5 Pronto deja de contentarse ya con que las cosas le gusten; él mismo quiere gustar, al principio sólo mediante las cosas que son suyas, posteriormente, por lo que es él mismo. Todas las cosas que posee y produce no pueden tener ya ningún rasgo que evidencie su utilidad, ni la forma medrosa de su finalidad; junto a una determinada utilidad para la que existen, deben reflejarse también el entendimiento ingenioso que las pensó, la mano amorosa que les dio forma, el espíritu vivaz y libre que las eligió y representó. El antiguo germano empieza a buscar entonces pieles más lustrosas, cornamentas más vistosas, cuernas más elegantes para beber, y el caledonio elige para sus fiestas las conchas más puras y relucientes.

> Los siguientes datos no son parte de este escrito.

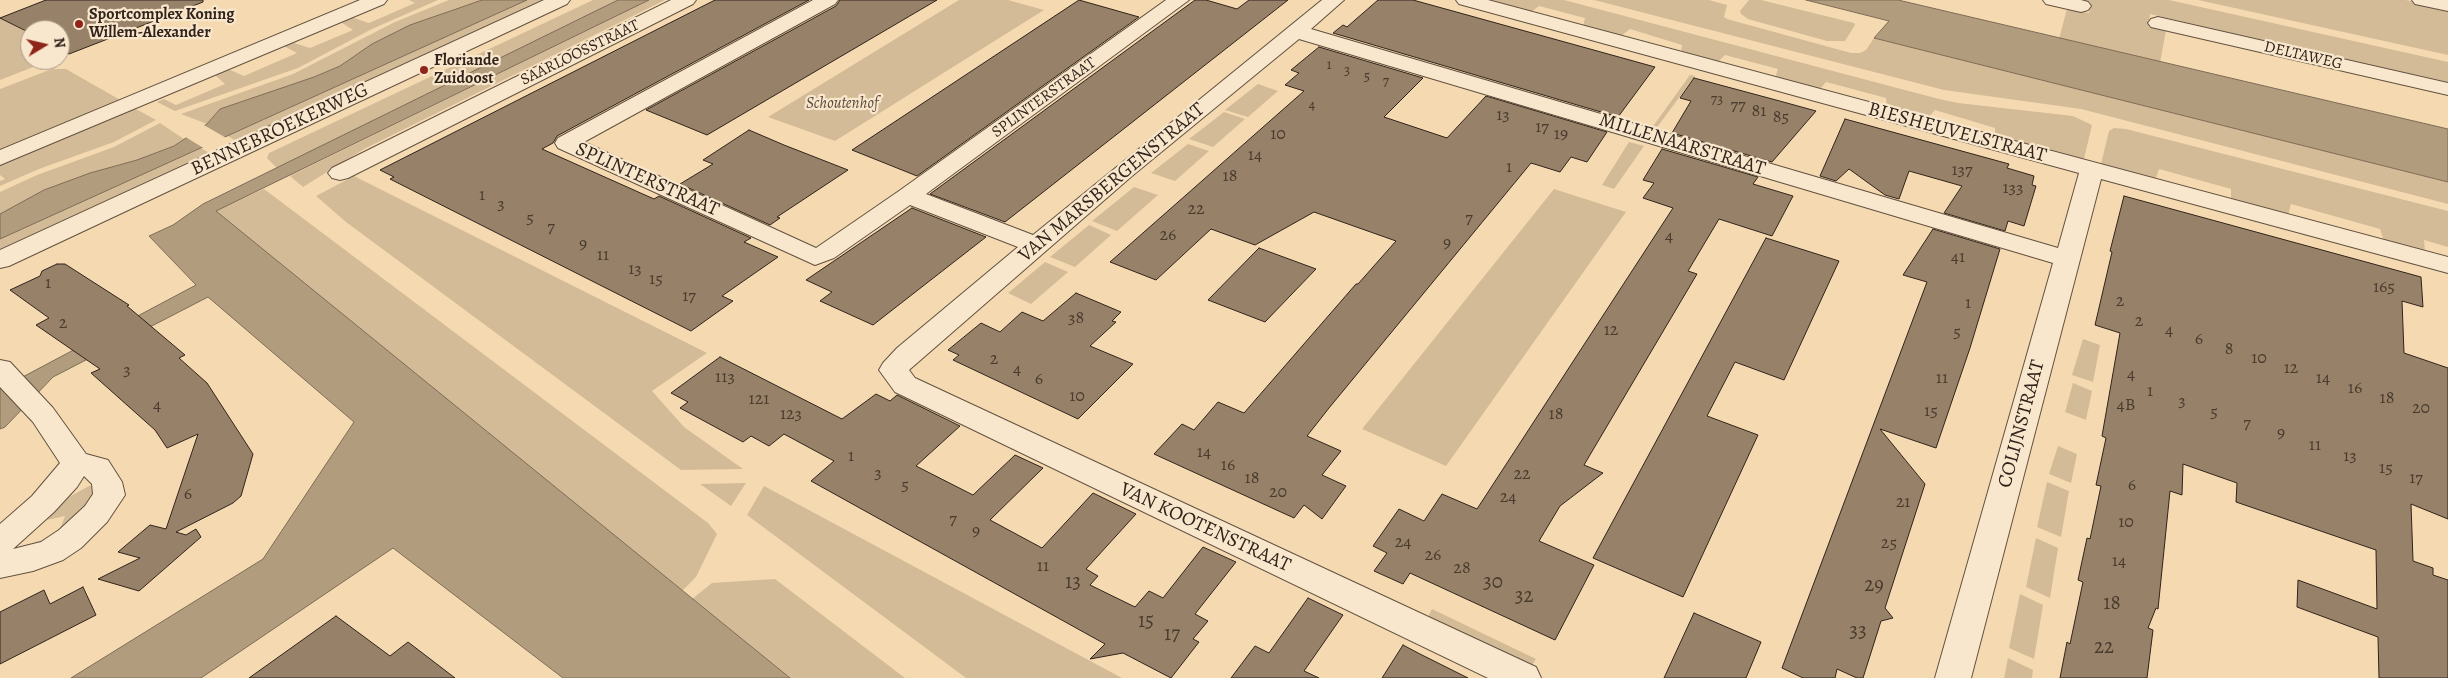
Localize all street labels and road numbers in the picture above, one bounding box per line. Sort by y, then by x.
street label: SAARLOOSSTRAAT [518,16,642,90]
street label: DELTAWEG [2262,38,2344,74]
street label: SPLINTERSTRAAT [988,54,1100,142]
street label: BENNEBROEKERWEG [187,78,373,182]
street label: VAN MARSBERGENSTRAAT [1014,98,1210,268]
street label: BIESHEUVELSTRAAT [1865,98,2049,168]
street label: MILLENAARSTRAAT [1596,108,1768,182]
street label: SPLINTERSTRAAT [571,138,723,222]
street label: COLIJNSTRAAT [1993,357,2051,491]
street label: VAN KOOTENSTRAAT [1116,478,1294,578]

Ni siquiera las armas pueden seguir siendo meros objetos destinados a amedrentar al enemigo, sino que han de ser también objetos atractivos, y el artístico tahalí (2) ha de llamar tanto la atención como el filo mortal de la espada. No contento con proveer a las cosas necesarias de un rasgo estético superfluo, el libre impulso de juego se sustrae finalmente del todo a las cadenas de la necesidad natural, y la belleza se convierte por sí misma en el objeto de su afán. Se adorna. El libre placer se convierte en una más de sus necesidades, y lo innecesario pasa a ser pronto la mejor de sus alegrías.

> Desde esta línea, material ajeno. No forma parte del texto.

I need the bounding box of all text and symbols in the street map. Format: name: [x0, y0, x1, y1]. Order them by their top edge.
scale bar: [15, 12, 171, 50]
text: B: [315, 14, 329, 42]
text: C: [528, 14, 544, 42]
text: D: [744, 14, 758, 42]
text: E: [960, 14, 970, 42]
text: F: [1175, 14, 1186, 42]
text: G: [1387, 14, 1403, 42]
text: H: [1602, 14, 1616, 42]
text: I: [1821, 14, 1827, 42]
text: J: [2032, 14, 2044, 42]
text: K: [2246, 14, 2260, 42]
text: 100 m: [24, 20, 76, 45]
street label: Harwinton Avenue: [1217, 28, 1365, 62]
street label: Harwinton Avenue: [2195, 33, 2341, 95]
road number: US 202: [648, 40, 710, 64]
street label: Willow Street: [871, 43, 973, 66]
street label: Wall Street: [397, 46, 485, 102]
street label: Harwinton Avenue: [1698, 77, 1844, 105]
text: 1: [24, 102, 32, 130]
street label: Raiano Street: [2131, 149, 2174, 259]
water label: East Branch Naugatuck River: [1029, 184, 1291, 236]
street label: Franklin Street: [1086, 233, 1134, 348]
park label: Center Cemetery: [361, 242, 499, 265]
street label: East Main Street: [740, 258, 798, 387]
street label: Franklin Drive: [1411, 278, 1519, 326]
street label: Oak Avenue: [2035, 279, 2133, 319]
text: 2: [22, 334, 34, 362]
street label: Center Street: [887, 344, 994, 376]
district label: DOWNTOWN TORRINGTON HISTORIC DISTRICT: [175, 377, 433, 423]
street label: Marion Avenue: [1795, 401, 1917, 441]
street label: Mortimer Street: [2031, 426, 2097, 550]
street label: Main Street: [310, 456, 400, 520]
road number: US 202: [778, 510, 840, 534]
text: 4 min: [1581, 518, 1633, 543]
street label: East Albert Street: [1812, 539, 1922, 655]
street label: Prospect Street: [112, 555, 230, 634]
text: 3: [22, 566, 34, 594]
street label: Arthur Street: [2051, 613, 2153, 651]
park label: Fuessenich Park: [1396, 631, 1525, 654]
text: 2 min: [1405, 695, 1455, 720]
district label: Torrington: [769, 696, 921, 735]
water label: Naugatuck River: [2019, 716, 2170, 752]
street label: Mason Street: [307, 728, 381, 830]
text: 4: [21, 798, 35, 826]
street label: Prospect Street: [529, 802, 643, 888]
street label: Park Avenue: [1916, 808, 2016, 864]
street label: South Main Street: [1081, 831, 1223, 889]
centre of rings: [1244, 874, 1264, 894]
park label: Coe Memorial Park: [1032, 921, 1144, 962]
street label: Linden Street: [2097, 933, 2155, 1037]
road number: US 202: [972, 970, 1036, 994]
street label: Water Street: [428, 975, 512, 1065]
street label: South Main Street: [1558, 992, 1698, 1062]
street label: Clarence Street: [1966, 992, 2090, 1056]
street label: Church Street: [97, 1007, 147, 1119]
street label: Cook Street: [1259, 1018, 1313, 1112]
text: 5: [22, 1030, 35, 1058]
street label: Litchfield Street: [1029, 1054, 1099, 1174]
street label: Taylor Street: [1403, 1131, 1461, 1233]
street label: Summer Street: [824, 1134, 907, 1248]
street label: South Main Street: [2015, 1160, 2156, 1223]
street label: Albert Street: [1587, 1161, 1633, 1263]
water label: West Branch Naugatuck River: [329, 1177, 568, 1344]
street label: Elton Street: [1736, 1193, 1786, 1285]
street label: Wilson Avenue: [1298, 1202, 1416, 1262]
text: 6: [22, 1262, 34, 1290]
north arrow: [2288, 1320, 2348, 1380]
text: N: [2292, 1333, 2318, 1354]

6 Tal como ha ido acercándosele al hombre desde el exterior, introduciéndose en su vivienda, en sus utensilios domésticos, en su vestimenta, la forma acaba por apoderarse de él, transformando al principio sólo el exterior del hombre, y por último también su interior. El espontáneo salto de alegría se hace danza, los gestos inexpresivos se convierten en un lenguaje gestual pleno de gracia y armonía, los confusos sonidos de las sensaciones se despliegan, y comienzan a obedecer a un ritmo y a modularse en forma de canto. Si el ejército troyano se abalanza hacia el campo de batalla con estridente griterío, como si fuera una bandada de grullas, el griego, en cambio, se aproxima a él serenamente y con noble paso. En los troyanos podemos ver el predominio de las fuerzas ciegas, en los griegos el triunfo de la forma y la sencilla majestad de la ley.

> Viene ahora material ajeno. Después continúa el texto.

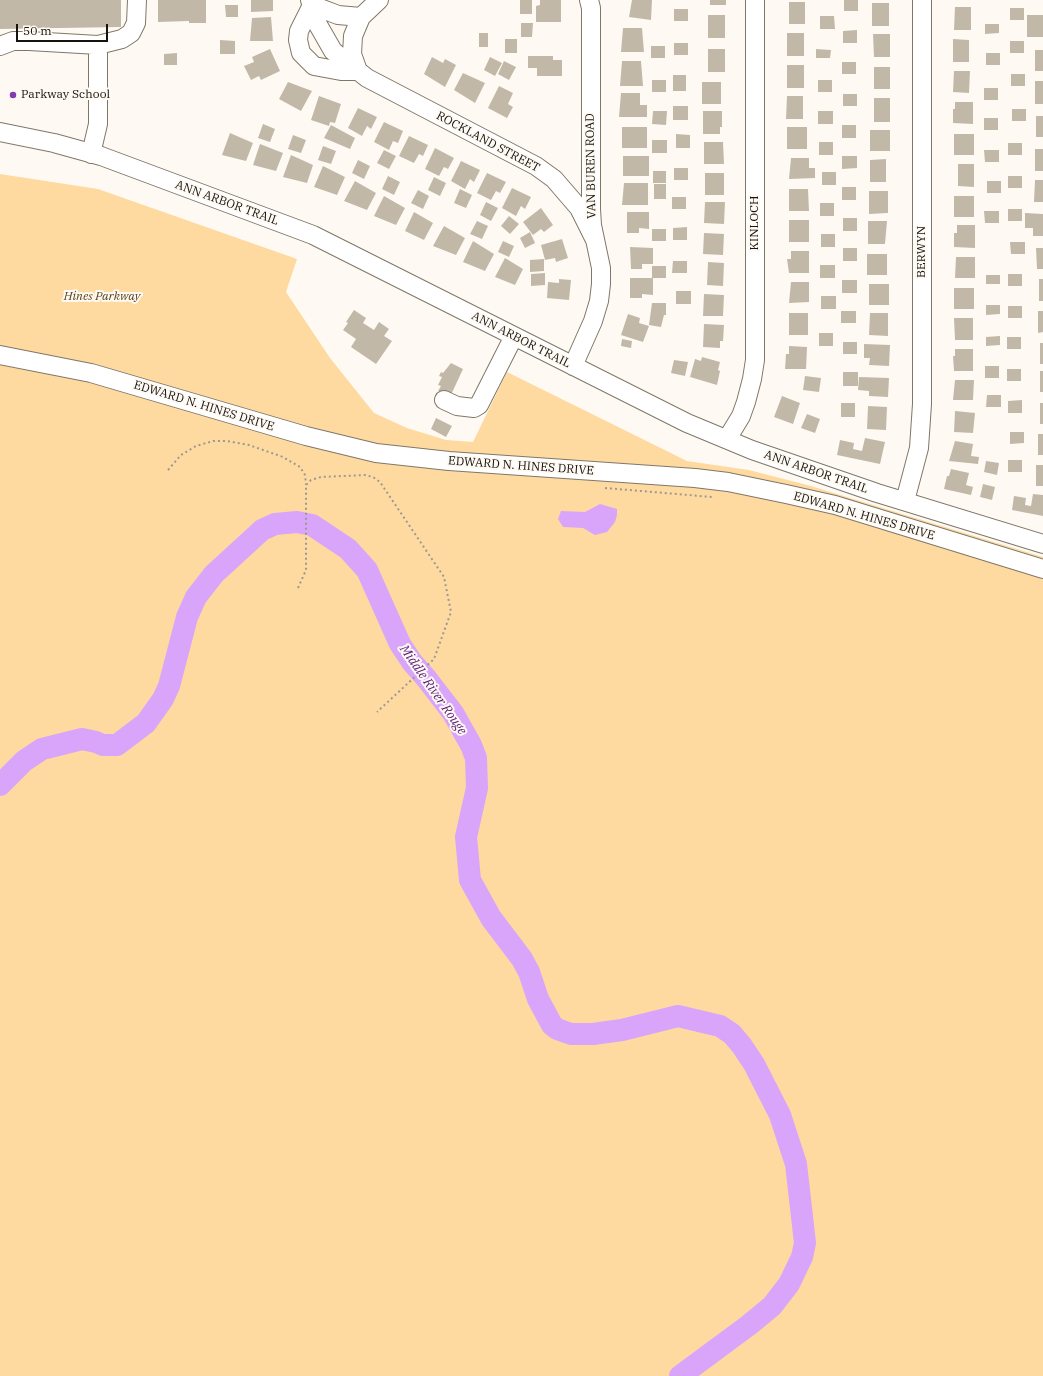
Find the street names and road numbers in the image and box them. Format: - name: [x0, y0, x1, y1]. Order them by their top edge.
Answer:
- street label: ROCKLAND STREET: [434, 109, 542, 175]
- street label: VAN BUREN ROAD: [583, 113, 599, 219]
- street label: ANN ARBOR TRAIL: [173, 178, 281, 228]
- street label: KINLOCH: [748, 196, 762, 250]
- street label: BERWYN: [915, 226, 929, 278]
- street label: ANN ARBOR TRAIL: [469, 309, 573, 371]
- street label: EDWARD N. HINES DRIVE: [132, 378, 276, 434]
- street label: ANN ARBOR TRAIL: [762, 447, 870, 497]
- street label: EDWARD N. HINES DRIVE: [447, 454, 595, 478]
- street label: EDWARD N. HINES DRIVE: [792, 489, 936, 543]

7 Una necesidad más hermosa entrelaza ahora los sexos, y el corazón ayuda a mantener unido aquello que el apetito animal anuda sólo de manera caprichosa e inconsistente. Libre de sus sórdidas cadenas, la serena mirada aprehende la Forma, el alma mira en el alma, y allí donde sólo había un egoísta comercio de placer, se da ahora un magnánimo intercambio de afecto. El apetito se amplia y se eleva hacia el amor, tal como la humanidad va naciendo en su objeto, y se desprecia el fácil triunfo sobre los sentidos para luchar por una victoria mucho más noble sobre la voluntad. La necesidad natural de agradar somete al poderoso ante el delicado tribunal del gusto; puede arrebatar el placer, pero el amor ha de ser una ofrenda, un elevado premio al que sólo puede aspirar en virtud de la forma, y no por mediación de la materia. Ha de cesar de violentar al sentimiento, y, en cuanto apariencia sensible, ha de dejar de oponerse al entendimiento. Ha de otorgar libertad, porque quiere agradar a la libertad. Así como la belleza resuelve el conflicto de las naturalezas en su ejemplo más sencillo y puro, esto es, en el eterno enfrentamiento de los sexos, también resuelve ese conflicto -o al menos tiende a ello- en el seno de la compleja organización social, siguiendo el ejemplo de la unión libre que establece allí entre la fuerza del hombre y la ternura de la mujer, al reconciliar en el mundo moral toda delicadeza y toda violencia. Ahora, la debilidad se vuelve sagrada, y la fuerza que no se ha podido contener se considera deshonrosa; las injusticias de la naturaleza se corrigen con la magnanimidad de las costumbres caballerescas. Aquél a quien ningún poder es capaz de atemorizar, se ve desarmado por el agradable sonrojo del pudor, y las lágrimas ahogan una venganza que ninguna sangre podía saciar. Incluso el odio atiende la cálida voz del honor, la espada del vencedor perdona al enemigo desarmado, y un fuego acogedor recibe al extranjero que llega a aquella costa temible donde antes no le aguardaba otra cosa que la muerte.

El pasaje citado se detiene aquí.